> WHAT YOU WILL DO: An exact copy of every record is the required answer.

Top of DATASET EXCERPTS

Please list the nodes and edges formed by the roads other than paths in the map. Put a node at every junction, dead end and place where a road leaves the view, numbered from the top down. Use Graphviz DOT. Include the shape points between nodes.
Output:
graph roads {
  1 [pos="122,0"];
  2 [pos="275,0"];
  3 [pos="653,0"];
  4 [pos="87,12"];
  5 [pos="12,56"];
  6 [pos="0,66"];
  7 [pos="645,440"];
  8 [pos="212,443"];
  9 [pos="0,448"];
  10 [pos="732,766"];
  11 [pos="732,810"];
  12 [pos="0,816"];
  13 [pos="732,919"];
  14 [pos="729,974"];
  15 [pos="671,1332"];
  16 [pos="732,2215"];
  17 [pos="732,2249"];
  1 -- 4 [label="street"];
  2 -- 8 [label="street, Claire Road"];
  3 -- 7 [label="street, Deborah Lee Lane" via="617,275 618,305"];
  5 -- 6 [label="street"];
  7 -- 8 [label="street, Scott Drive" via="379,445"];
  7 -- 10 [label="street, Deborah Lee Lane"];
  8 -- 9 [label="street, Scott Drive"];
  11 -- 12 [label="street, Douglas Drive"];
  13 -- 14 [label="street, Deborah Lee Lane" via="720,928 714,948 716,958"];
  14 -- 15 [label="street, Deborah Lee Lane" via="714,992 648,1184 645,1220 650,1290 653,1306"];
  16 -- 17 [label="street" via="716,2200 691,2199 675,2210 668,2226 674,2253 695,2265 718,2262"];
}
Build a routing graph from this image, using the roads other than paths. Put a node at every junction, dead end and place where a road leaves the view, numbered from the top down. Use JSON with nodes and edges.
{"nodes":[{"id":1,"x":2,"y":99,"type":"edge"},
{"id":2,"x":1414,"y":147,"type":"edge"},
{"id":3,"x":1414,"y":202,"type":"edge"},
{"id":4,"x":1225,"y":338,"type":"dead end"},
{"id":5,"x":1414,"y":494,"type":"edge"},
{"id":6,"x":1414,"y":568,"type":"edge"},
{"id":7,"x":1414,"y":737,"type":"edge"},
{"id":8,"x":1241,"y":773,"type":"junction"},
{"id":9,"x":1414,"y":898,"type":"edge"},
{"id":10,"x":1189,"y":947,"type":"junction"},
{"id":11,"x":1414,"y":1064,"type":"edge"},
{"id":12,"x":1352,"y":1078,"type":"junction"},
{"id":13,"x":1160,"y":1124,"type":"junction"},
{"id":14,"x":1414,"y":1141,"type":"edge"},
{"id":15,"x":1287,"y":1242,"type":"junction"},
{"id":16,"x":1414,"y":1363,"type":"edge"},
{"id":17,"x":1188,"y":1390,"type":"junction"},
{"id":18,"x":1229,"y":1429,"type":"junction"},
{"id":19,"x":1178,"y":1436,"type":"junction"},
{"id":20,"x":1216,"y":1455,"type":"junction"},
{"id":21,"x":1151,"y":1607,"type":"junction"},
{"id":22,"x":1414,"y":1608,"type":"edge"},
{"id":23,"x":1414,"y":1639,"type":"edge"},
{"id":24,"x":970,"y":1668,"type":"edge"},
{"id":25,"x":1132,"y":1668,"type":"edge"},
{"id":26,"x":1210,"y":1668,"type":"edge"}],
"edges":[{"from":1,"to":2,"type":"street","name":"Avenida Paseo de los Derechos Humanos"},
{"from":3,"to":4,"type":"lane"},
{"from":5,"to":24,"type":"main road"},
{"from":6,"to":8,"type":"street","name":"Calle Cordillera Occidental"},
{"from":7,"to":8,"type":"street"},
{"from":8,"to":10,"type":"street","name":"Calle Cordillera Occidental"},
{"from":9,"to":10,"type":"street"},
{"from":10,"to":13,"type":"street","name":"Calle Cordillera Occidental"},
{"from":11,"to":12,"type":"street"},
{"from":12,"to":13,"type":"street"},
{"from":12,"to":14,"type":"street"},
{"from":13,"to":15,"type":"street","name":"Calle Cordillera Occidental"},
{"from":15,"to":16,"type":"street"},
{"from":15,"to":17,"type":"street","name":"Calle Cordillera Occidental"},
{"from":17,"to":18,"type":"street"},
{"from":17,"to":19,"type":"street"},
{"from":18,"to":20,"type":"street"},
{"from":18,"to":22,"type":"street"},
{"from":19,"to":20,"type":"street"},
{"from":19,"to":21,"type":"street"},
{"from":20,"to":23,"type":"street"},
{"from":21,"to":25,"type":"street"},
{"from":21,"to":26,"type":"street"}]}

Bottom of DATASET EXCERPTS

> RESULT BELOW:
Please list the nodes and edges formed by the roads other than paths in the map. Put a node at every junction, dead end and place where a road leaves the view, numbered from the top down. Use Graphviz DOT. Include the shape points between nodes.
Output:
graph roads {
  1 [pos="122,0"];
  2 [pos="275,0"];
  3 [pos="653,0"];
  4 [pos="87,12"];
  5 [pos="12,56"];
  6 [pos="0,66"];
  7 [pos="645,440"];
  8 [pos="212,443"];
  9 [pos="0,448"];
  10 [pos="732,766"];
  11 [pos="732,810"];
  12 [pos="0,816"];
  13 [pos="732,919"];
  14 [pos="729,974"];
  15 [pos="671,1332"];
  16 [pos="732,2215"];
  17 [pos="732,2249"];
  1 -- 4 [label="street"];
  2 -- 8 [label="street, Claire Road"];
  3 -- 7 [label="street, Deborah Lee Lane" via="617,275 618,305"];
  5 -- 6 [label="street"];
  7 -- 8 [label="street, Scott Drive" via="379,445"];
  7 -- 10 [label="street, Deborah Lee Lane"];
  8 -- 9 [label="street, Scott Drive"];
  11 -- 12 [label="street, Douglas Drive"];
  13 -- 14 [label="street, Deborah Lee Lane" via="720,928 714,948 716,958"];
  14 -- 15 [label="street, Deborah Lee Lane" via="714,992 648,1184 645,1220 650,1290 653,1306"];
  16 -- 17 [label="street" via="716,2200 691,2199 675,2210 668,2226 674,2253 695,2265 718,2262"];
}
Build a routing graph from this image, using the roads other than paths. Put a node at every junction, dead end and place where a road leaves the view, numbered from the top down. Use JSON with nodes and edges.
{"nodes":[{"id":1,"x":2,"y":99,"type":"edge"},
{"id":2,"x":1414,"y":147,"type":"edge"},
{"id":3,"x":1414,"y":202,"type":"edge"},
{"id":4,"x":1225,"y":338,"type":"dead end"},
{"id":5,"x":1414,"y":494,"type":"edge"},
{"id":6,"x":1414,"y":568,"type":"edge"},
{"id":7,"x":1414,"y":737,"type":"edge"},
{"id":8,"x":1241,"y":773,"type":"junction"},
{"id":9,"x":1414,"y":898,"type":"edge"},
{"id":10,"x":1189,"y":947,"type":"junction"},
{"id":11,"x":1414,"y":1064,"type":"edge"},
{"id":12,"x":1352,"y":1078,"type":"junction"},
{"id":13,"x":1160,"y":1124,"type":"junction"},
{"id":14,"x":1414,"y":1141,"type":"edge"},
{"id":15,"x":1287,"y":1242,"type":"junction"},
{"id":16,"x":1414,"y":1363,"type":"edge"},
{"id":17,"x":1188,"y":1390,"type":"junction"},
{"id":18,"x":1229,"y":1429,"type":"junction"},
{"id":19,"x":1178,"y":1436,"type":"junction"},
{"id":20,"x":1216,"y":1455,"type":"junction"},
{"id":21,"x":1151,"y":1607,"type":"junction"},
{"id":22,"x":1414,"y":1608,"type":"edge"},
{"id":23,"x":1414,"y":1639,"type":"edge"},
{"id":24,"x":970,"y":1668,"type":"edge"},
{"id":25,"x":1132,"y":1668,"type":"edge"},
{"id":26,"x":1210,"y":1668,"type":"edge"}],
"edges":[{"from":1,"to":2,"type":"street","name":"Avenida Paseo de los Derechos Humanos"},
{"from":3,"to":4,"type":"lane"},
{"from":5,"to":24,"type":"main road"},
{"from":6,"to":8,"type":"street","name":"Calle Cordillera Occidental"},
{"from":7,"to":8,"type":"street"},
{"from":8,"to":10,"type":"street","name":"Calle Cordillera Occidental"},
{"from":9,"to":10,"type":"street"},
{"from":10,"to":13,"type":"street","name":"Calle Cordillera Occidental"},
{"from":11,"to":12,"type":"street"},
{"from":12,"to":13,"type":"street"},
{"from":12,"to":14,"type":"street"},
{"from":13,"to":15,"type":"street","name":"Calle Cordillera Occidental"},
{"from":15,"to":16,"type":"street"},
{"from":15,"to":17,"type":"street","name":"Calle Cordillera Occidental"},
{"from":17,"to":18,"type":"street"},
{"from":17,"to":19,"type":"street"},
{"from":18,"to":20,"type":"street"},
{"from":18,"to":22,"type":"street"},
{"from":19,"to":20,"type":"street"},
{"from":19,"to":21,"type":"street"},
{"from":20,"to":23,"type":"street"},
{"from":21,"to":25,"type":"street"},
{"from":21,"to":26,"type":"street"}]}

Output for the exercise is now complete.